START ENTRIES PROVIDED

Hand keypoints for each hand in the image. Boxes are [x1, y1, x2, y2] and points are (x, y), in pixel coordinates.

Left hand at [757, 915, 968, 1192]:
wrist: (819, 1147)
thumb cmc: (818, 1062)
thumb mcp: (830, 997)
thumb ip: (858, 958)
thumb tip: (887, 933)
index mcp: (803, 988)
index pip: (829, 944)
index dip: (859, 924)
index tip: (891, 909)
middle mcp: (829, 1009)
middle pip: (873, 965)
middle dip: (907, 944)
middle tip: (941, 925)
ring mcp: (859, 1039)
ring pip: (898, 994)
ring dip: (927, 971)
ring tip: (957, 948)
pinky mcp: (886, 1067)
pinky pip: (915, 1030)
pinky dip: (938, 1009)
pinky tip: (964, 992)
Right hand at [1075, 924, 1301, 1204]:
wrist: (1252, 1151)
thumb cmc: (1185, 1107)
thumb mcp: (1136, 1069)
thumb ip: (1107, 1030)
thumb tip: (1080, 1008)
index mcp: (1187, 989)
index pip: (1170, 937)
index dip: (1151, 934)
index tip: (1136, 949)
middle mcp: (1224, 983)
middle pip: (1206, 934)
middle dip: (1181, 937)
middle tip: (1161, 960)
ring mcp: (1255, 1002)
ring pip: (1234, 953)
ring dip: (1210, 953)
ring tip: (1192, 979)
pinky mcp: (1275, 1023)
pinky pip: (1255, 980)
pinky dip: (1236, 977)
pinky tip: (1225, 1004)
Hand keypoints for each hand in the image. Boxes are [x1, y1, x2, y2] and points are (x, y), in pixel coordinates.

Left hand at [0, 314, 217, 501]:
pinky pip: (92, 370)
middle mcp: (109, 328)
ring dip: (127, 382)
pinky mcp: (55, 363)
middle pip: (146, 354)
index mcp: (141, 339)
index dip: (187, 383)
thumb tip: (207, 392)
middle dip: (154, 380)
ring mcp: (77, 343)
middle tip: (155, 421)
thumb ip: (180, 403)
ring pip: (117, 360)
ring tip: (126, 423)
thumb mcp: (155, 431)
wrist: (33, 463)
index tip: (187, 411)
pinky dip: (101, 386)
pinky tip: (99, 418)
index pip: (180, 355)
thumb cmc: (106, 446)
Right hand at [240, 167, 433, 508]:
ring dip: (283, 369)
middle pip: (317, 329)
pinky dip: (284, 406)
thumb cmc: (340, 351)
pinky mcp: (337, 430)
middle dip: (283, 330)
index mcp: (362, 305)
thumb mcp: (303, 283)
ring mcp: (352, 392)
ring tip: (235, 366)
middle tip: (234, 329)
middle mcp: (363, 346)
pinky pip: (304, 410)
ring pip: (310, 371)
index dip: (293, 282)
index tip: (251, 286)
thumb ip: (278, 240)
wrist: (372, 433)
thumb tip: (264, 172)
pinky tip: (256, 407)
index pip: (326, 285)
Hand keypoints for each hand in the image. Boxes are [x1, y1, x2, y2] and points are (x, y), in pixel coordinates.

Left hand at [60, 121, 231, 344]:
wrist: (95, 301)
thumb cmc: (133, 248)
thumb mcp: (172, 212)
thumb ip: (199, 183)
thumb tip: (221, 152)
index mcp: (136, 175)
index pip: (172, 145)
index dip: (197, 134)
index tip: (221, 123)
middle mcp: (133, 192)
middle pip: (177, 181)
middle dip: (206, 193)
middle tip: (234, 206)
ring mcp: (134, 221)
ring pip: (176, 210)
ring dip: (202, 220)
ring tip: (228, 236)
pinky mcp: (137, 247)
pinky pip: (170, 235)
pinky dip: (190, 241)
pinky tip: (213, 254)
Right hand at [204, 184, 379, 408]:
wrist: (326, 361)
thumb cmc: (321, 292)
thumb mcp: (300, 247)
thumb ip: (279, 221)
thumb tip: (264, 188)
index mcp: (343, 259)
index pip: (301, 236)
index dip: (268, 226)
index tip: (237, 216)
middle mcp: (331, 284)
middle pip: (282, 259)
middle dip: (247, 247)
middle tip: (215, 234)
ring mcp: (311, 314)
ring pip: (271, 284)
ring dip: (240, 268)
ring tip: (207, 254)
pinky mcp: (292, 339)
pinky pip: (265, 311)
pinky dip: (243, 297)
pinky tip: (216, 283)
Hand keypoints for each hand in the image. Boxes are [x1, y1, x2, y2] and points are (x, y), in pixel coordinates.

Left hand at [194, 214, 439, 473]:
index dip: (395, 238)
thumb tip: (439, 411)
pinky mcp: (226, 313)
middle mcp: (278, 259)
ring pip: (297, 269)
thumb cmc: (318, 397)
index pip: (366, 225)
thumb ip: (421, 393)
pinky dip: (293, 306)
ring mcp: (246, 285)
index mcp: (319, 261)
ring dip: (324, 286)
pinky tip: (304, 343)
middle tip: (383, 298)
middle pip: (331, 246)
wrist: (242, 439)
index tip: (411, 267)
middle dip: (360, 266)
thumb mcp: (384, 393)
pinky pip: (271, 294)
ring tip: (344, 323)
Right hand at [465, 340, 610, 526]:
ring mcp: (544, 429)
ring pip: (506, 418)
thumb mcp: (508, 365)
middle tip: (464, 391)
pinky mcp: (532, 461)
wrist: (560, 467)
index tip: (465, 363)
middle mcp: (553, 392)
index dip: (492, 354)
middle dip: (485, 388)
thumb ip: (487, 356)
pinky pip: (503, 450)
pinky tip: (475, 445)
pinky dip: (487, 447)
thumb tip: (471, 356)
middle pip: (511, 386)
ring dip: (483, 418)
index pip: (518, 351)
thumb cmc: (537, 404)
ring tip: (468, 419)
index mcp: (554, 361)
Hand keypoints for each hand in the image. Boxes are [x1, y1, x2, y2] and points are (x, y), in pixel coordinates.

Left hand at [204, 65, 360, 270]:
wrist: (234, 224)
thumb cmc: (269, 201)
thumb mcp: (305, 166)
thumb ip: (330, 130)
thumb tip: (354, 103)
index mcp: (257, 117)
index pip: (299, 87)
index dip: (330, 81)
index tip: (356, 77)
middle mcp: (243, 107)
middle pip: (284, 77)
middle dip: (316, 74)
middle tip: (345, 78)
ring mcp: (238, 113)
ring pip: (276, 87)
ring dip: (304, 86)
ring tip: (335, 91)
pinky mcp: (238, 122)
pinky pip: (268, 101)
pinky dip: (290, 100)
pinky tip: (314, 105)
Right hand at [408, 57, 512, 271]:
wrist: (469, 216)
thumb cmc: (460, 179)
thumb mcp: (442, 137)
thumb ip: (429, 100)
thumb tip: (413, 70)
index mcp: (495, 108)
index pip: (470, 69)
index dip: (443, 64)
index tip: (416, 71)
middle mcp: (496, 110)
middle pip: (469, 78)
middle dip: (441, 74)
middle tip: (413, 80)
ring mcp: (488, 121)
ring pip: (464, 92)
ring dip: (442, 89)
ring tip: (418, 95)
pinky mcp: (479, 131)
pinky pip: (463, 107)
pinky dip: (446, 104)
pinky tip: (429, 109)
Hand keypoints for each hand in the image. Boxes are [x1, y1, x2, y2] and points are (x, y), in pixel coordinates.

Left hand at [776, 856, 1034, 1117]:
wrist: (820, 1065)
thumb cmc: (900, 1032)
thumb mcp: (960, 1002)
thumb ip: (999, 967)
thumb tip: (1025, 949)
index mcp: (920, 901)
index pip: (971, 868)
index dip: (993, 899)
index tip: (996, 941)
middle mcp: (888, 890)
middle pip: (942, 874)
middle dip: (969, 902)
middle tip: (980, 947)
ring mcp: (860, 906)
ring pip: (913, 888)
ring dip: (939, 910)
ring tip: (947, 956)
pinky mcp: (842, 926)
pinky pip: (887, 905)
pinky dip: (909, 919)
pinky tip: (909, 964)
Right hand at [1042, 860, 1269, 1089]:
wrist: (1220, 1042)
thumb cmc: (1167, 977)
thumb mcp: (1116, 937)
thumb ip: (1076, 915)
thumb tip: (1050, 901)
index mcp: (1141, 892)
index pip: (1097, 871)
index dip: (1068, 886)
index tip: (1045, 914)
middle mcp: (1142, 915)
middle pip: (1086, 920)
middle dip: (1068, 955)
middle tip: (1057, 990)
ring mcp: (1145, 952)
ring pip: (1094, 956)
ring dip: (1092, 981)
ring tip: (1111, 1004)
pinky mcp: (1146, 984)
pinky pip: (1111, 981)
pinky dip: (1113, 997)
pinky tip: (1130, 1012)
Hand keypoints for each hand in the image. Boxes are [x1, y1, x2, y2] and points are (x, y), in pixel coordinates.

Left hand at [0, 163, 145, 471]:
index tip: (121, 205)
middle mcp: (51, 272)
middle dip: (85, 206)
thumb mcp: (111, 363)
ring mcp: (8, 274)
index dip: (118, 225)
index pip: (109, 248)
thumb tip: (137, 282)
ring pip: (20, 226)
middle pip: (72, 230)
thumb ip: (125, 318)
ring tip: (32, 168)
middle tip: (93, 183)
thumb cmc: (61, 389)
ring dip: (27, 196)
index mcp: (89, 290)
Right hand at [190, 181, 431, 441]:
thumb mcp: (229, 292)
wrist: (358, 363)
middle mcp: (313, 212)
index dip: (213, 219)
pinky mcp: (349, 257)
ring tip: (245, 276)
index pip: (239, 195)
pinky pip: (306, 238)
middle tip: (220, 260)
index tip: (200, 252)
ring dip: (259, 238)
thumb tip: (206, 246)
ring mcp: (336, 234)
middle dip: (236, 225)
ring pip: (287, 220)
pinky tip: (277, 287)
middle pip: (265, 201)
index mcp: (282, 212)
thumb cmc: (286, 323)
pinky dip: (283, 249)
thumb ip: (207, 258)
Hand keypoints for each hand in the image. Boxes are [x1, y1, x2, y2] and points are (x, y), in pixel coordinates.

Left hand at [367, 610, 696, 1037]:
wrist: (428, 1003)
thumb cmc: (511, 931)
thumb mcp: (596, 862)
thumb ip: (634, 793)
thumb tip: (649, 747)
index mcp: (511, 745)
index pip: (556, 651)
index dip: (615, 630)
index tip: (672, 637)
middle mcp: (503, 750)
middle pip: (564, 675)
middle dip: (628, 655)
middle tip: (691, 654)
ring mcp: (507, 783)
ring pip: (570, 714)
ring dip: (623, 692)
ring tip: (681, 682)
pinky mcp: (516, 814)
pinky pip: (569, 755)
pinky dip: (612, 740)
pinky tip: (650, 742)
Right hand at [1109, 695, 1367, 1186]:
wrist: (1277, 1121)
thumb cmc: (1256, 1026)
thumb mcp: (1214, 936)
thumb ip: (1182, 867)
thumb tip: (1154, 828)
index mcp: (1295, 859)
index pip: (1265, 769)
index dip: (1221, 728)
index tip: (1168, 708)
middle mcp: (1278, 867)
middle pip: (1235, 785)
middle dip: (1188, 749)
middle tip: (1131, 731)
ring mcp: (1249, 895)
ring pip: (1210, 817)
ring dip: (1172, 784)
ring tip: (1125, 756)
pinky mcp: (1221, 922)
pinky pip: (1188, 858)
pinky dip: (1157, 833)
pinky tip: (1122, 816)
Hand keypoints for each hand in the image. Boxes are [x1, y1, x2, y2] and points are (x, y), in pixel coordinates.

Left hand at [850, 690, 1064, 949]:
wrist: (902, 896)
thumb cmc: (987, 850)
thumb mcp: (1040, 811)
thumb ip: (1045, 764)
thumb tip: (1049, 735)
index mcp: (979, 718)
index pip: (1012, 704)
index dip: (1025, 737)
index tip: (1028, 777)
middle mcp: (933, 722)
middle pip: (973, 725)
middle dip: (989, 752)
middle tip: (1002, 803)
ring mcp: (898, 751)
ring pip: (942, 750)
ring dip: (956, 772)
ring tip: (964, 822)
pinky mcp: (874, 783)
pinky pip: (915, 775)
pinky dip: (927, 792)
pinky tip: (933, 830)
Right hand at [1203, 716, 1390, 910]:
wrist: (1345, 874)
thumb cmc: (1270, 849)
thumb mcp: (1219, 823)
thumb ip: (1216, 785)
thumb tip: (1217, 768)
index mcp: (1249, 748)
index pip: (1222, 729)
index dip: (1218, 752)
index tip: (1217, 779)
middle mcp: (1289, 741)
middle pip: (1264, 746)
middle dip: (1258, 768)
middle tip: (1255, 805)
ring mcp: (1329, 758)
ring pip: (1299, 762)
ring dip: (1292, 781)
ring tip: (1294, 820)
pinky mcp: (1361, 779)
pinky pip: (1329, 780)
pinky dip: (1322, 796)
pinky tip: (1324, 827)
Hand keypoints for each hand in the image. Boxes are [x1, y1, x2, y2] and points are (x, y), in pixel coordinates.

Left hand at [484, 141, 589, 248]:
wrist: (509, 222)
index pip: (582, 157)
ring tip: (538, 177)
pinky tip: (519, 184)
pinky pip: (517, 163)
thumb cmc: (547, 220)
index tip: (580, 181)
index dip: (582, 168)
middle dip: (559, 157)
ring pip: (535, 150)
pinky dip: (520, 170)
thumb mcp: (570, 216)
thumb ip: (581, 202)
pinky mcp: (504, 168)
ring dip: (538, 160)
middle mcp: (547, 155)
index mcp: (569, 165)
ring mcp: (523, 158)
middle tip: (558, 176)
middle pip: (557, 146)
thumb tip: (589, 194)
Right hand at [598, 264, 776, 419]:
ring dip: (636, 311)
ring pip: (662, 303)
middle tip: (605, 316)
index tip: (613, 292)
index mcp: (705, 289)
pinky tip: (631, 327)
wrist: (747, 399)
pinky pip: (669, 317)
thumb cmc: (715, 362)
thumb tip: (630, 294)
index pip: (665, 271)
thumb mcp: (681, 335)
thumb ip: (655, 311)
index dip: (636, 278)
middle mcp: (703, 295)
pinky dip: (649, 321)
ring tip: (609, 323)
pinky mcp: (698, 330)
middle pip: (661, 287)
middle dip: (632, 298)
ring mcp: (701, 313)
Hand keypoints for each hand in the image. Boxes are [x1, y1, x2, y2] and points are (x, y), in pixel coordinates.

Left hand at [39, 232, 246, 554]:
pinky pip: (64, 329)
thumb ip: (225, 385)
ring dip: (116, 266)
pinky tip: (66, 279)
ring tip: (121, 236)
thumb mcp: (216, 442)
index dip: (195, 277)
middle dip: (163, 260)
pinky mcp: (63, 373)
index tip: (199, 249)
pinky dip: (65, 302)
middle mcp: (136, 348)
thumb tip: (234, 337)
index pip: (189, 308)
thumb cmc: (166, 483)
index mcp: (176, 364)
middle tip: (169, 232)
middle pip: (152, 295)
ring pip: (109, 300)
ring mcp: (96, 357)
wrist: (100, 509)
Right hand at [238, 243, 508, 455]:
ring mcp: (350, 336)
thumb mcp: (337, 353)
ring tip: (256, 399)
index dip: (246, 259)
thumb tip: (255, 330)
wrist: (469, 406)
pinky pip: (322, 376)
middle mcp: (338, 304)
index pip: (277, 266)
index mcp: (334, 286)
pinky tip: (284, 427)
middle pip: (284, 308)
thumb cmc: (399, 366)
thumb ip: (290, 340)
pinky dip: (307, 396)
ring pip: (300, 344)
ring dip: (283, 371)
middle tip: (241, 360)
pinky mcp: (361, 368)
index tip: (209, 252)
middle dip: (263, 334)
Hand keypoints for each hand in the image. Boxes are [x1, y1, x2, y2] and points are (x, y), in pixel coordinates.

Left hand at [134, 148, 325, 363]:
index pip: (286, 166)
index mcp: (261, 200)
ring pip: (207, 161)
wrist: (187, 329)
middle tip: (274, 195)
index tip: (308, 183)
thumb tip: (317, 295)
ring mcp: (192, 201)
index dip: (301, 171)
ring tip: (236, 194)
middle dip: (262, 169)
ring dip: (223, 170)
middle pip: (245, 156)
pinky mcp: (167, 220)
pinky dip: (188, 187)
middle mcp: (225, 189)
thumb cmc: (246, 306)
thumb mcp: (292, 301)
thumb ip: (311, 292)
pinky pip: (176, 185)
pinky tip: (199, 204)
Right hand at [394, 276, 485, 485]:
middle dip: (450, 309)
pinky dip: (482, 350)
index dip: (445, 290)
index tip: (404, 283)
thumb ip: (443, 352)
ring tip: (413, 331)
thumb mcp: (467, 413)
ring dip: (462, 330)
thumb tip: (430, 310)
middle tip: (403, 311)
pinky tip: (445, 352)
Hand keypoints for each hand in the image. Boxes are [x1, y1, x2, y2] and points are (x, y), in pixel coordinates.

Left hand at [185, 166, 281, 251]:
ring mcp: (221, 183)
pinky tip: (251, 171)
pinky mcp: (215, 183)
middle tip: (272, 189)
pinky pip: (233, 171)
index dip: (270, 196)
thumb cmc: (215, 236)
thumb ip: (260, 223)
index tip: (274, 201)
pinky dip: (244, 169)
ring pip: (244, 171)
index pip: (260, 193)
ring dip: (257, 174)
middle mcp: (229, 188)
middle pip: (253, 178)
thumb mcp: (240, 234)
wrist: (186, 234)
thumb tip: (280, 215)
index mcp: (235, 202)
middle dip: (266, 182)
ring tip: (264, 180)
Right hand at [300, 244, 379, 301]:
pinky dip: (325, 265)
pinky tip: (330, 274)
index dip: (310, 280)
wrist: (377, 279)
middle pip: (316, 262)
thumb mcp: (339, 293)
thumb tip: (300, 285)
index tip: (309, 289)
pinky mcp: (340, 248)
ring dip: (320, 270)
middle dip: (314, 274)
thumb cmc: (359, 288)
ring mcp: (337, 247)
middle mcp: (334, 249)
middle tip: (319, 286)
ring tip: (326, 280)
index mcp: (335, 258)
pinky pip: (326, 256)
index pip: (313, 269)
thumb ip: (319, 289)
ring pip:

END ENTRIES PROVIDED

REQUIREMENT:
Copy out precisely those lines which run from the one containing "middle tip: (319, 286)" to the end of the material.

EXERCISE ANSWER:
middle tip: (319, 286)
ring tip: (326, 280)
index mcp: (335, 258)
pinky pip: (326, 256)
index pip: (313, 269)
thumb ip: (319, 289)
ring pip:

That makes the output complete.